En somme, le confinement aggrave la précarité des plus fragiles et engendre une nouvelle catégorie de personnes en difficulté. Les associations d’aide aux démunis se retrouvent à devoir assurer en premier lieu une réponse au besoin vital de manger à un moment où, précisément, elles-mêmes sont impactées par de nombreuses difficultés. Les unes, d’approvisionnement, et presque toutes, de manque de bénévoles. Elles ont donc dû se réorganiser dans l’urgence pour satisfaire un nombre croissant de sollicitations.

Plus de bénéficiaires, moins de bénévoles

Un double phénomène est en cause. D’un côté, les revenus de nombre de personnes sont en baisse. Les précaires se retrouvent encore plus précaires, faute de pouvoir faire la manche ou de vivre de débrouille et de petits boulots. D’autres basculent dans la pauvreté et viennent grossir le public habituel des associations distribuant de l’aide alimentaire. Ce sont des travailleurs pauvres qui ne parviennent plus à s’en sortir lorsque, par exemple, un chômage partiel ampute de 16 % leur salaire déjà bas. On trouve également des intérimaires et ceux dont le contrat de travail à durée déterminée a pris fin. Cela concerne enfin des travailleurs indépendants, non indemnisés. Parallèlement, les dépenses, elles, augmentent. Là encore, en raison de nombreux facteurs : la fermeture des cantines, qui implique de nourrir les enfants trois fois par jour, la raréfaction des produits d’entrée de gamme dans les supermarchés, le manque de transports, qui peut contraindre à préférer une supérette locale à un hypermarché plus lointain… Bref, manger coûte de plus en plus cher.

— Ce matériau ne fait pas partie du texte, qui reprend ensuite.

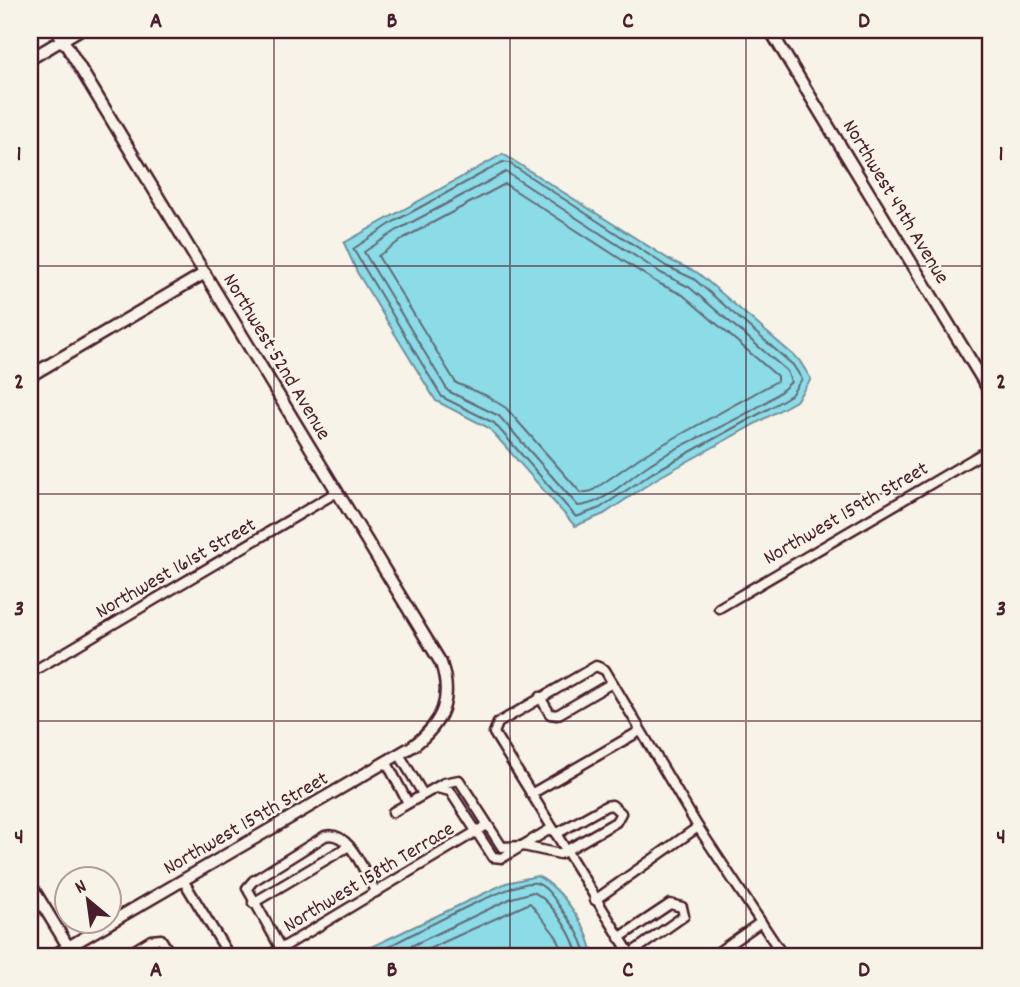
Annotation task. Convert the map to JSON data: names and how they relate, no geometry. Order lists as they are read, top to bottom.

Si le nombre de bénéficiaires augmente, celui des bénévoles à même d’aller sur le terrain a, lui, simultanément diminué, au moins dans un premier temps. Principalement en raison de leur âge. Ainsi, aux Restos du cœur, les plus de 70 ans représentent 30 % des bénévoles. Résultat ? La première semaine, l’association n’a pu ouvrir que 400 de ses 2 000 centres de distribution. Et elle parvient aujourd’hui à en compter 1 300 en activité – ce qu’elle doit notamment à l’afflux de nouvelles bonnes volontés. Yves Mérillon fait d’ailleurs observer que la page du site Internet consacrée à la procédure de bénévolat a vu sa fréquentation augmenter de 800 %.

De quoi trouver des ressources, pour bâtir une organisation adaptée à la crise. « Nous avons dû faire très vite, note Bernard Schricke, délégué interrégional Hauts-de-France-Normandie du Secours catholique. Nous n’avions pas de plan de continuité de l’activité dans ce cadre. Nous ne pouvions imaginer que nous aurions un jour affaire à une telle crise… »

Depuis plusieurs années, l’association a diminué sa part d’aide alimentaire en nature au profit de réponses financières liées aux besoins exprimés par les bénéficiaires. En partenariat avec des associations présentes localement, elle a mis sur pied des livraisons à domicile pour des personnes ne pouvant se déplacer. Elle a aussi augmenté le volume des chèques-service qu’elle distribue, sous forme de carnets de 50 € plutôt que de 10 € afin de permettre à chacun, explique Bernard Schricke, d’anticiper et de s’approvisionner pour plusieurs jours. Le Secours populaire ne pouvant, quant à lui, maintenir ouverts les libres-services solidaires, délivre sur rendez-vous des colis et assure quelques livraisons à domicile pour « ne pas perdre trop de gens en route », indique son secrétaire national, Sébastien Thollot. Même modification aux Restos du cœur, qui distribuent des paniers-sandwich dans la rue au lieu de repas chauds. « Nos conditions de distribution sont dégradées, ce qui a été rendu nécessaire par le respect des gestes-barrières », commente Yves Mérillon.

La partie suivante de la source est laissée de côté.